Ce contrat doit être rédigé par écrit. ».
En application des articles 1565 et 1567 du Code de procédure civile, l’accord auquel sont parvenues les parties peut être soumis par elles ou par la partie la plus diligente, aux fins de le rendre exécutoire, à l’homologation du juge compétent pour connaître du contentieux dans la matière considérée, lequel ne peut en modifier les termes.
Aux termes de l’article 2044 du code civil, la transaction est un contrat par lequel les parties, par des concessions réciproques, terminent une contestation née ou préviennent une contestation à naître. Ce contrat doit être rédigé par écrit.
Il résulte des articles 6 et 1128 du Code civil que les parties ne peuvent transiger que sur des droits dont elles ont la libre disposition, à l’exclusion donc des droits ou des lois qui sont d’ordre public.
En l’espèce, les parties sollicitent l’homologation du protocole d’accord signé par Madame [X] [V] le 17 avril 2025 et par Monsieur [S] [R] le 11 avril 2025.
En matière de partage, il est d’usage que le protocole d’accord indique le contexte de la transaction, notamment les points sur lesquels les intérêts des copartageants divergent, l’ensemble des faits ayant une influence sur la solution retenue comme base de la transaction ainsi que les concessions réciproques que les copartageants sont prêts à accepter pour faire cesser le conflit.
Il est constant que la compétence des notaires ne s’oppose pas à ce que le juge donne force exécutoire à une transaction opérant transfert de droits immobiliers, conférant ainsi judiciairement à celle-ci un caractère authentique, permettant son enregistrement et sa publication sous réserve du respect des dispositions régissant la publicité foncière.
En l’espèce, il ressort du protocole d’accord signé entre les parties les 11 et 17 avril 2025 qu’un litige existait bien entre elles portant sur le règlement de leurs intérêts patrimoniaux et notamment sur la vente du bien immobilier indivis entre eux, le versement d’une indemnité d’occupation, l’attribution du véhicule BMW et du prêt personnel y afférent.
Les premières écritures de chacune des parties font, en effet, apparaître ces mêmes points de désaccord entre les parties.
Il en résulte que la transaction, par laquelle les parties renoncent à toute action qui aurait pour cause la séparation de Madame [X] [V] et Monsieur [S] [R] met bien fin à une contestation née, au sens de l’article 2044 du code civil.

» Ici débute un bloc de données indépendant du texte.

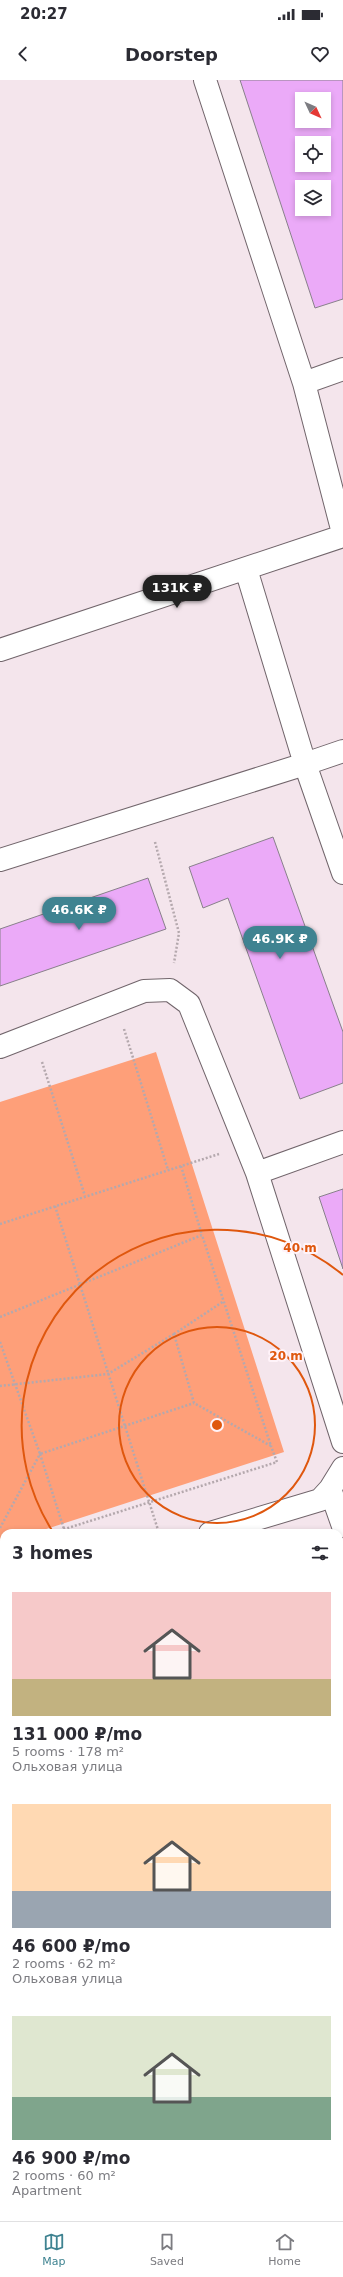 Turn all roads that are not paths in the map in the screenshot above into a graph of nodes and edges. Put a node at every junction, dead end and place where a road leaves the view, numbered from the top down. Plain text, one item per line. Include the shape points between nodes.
1 (206, 80) edge
2 (343, 369) edge
3 (304, 383) junction
4 (343, 534) edge
5 (246, 568) junction
6 (0, 650) edge
7 (343, 752) edge
8 (305, 764) junction
9 (0, 860) edge
10 (343, 873) edge
11 (0, 1047) edge
12 (343, 1142) edge
13 (257, 1173) junction
14 (343, 1442) edge
15 (343, 1468) edge
16 (330, 1489) junction
17 (343, 1526) edge
18 (223, 1529) edge

1 - 3 street
2 - 3 street
3 - 4 street
4 - 5 street
5 - 6 street
5 - 8 street
7 - 8 street
8 - 9 street
8 - 10 street
11 - 13 street via 144,991 170,990 189,1004
12 - 13 street
13 - 14 street
15 - 16 street
16 - 17 street
16 - 18 street via 320,1500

Il ressort de la lecture du protocole d’accord que celui-ci expose, outre le rappel du contexte de celui-ci et des points de divergences, que les parties ont trouvé un accord sur les questions sur lesquelles elles étaient jusque-là en désaccord ainsi que les concessions réciproques de chacun des parties.
Ce protocole d’accord transactionnel ne contrevenant à aucune disposition d’ordre public, il y a lieu faire droit à la demande d’homologation, de donner force exécutoire à la convention intervenue entre les parties les 11 et 17 avril 2025.
Par conséquent, le protocole signé entre Madame [X] [V] et Monsieur [S] [R] en date des 11 et 17 avril 2025, qui vaut expressément transaction au sens des articles 2044 et suivants du Code civil, sera homologué. Il lui sera conféré force exécutoire et il sera placé en annexe de la présente décision dont il fera partie intégrante.
— Sur les autres demandes
Il y a lieu de préciser que chacune des parties conservera la charge de ses propres frais et dépens.
Il est rappelé, en outre, que la présente décision est assortie de l’exécution provisoire conformément à l’article 514 du code de procédure civile.
PAR CES MOTIFS
Le tribunal, par jugement contradictoire et en premier ressort, mis à disposition au greffe en application de l’article 450 du code de procédure civile :
HOMOLOGUE et DONNE FORCE EXECUTOIRE au protocole transactionnel signé les 11 et 17 avril 2025 par Madame [X] [V] et Monsieur [S] [R],
DIT que le protocole d’accord en question restera annexé à la présente décision
DIT que chacune des parties conservera la charge de ses propres frais et dépens,
RAPPELLE que la présente décision est assortie de droit de l’exécution provisoire.